Cucurbitacin B regulates the resistance of osimertinib by inhibiting cell migration and invasion in non-small cell lung cancer

Non-small cell lung cancer (NSCLC) is the primary pathological type of lung cancer. Osimertinib, as a third-generation EGFR-TKI (epidermal growth factor receptor-tyrosine kinase inhibitor) targeted drug, effectively prolong the progression-free survival of patients with EGFR-mutated NSCLC. However, drug resistance limits the efficacy of osimertinib. Traditional Chinese medicine can effectively delay the resistance to EGFR-TKIs. In this study, Cucurbitacin B (CuB) was investigated to analyze its pharmacological effects in osimertinib-resistant NSCLC cells through cell viability, migration, and invasion experiments. Public databases were used to screen potential targets of CuB in osimertinib-resistant NSCLC cells, and the interactions between CuB and potential targets were verified through molecular docking, cellular thermal shift assay (CETSA), and microscale thermophoresis (MST). Western blot was used to detect the effects of CuB on downstream pathways of the targets.
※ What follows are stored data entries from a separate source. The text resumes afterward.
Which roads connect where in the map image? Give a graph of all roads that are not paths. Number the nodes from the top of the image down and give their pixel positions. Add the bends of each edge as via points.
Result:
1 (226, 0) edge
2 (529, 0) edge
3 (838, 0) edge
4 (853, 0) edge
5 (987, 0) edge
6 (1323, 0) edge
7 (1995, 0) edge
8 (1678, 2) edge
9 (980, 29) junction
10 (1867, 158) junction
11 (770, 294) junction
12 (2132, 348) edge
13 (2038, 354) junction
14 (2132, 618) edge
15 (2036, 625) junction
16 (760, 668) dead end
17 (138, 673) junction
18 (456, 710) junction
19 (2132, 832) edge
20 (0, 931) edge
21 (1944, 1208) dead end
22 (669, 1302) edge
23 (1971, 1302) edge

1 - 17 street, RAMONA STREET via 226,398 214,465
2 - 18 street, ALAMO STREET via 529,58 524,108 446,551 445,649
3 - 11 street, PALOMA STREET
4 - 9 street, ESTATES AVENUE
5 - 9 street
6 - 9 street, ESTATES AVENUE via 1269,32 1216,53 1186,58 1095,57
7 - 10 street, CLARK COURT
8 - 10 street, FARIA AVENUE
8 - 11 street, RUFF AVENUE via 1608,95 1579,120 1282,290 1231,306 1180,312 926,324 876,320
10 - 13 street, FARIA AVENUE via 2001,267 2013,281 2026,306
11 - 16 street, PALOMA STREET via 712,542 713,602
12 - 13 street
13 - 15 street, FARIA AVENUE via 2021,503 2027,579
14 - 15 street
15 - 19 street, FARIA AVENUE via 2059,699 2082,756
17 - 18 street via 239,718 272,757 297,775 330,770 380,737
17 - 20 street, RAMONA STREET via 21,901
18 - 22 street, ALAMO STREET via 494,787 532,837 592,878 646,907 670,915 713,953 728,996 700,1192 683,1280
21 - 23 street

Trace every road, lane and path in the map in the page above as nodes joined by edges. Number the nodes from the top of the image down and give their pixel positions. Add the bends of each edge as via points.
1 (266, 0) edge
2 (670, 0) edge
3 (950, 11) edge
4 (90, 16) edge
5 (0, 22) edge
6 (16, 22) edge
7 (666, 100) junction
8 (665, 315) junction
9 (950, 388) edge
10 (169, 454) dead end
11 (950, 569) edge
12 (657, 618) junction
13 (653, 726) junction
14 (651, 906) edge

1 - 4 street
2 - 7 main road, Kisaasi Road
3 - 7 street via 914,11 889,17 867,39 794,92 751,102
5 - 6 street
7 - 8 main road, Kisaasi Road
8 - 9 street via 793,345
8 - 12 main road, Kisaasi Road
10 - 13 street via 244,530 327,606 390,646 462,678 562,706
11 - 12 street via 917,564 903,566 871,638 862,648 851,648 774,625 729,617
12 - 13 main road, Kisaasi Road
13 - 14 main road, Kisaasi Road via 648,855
The results showed that CuB significantly reduced the proliferation activity of osimertinib-resistant NSCLC cells and inhibited the migration and invasion abilities of tumor cells. Mechanistically, CuB inhibited the expression of ERK and AKT molecules by binding to the tyrosine kinase receptor AXL. In summary, CuB exhibits resistance to osimertinib-resistant NSCLC by inhibiting the migration and invasion of resistant cells through regulating the abnormal activation of the AXL-ERK/AKT axis. This study provides a basis for the pre-clinical in vitro efficacy of CuB in the treatment of osimertinib targeted resistance in NSCLC and theoretical support for the development of clinical drug combinations.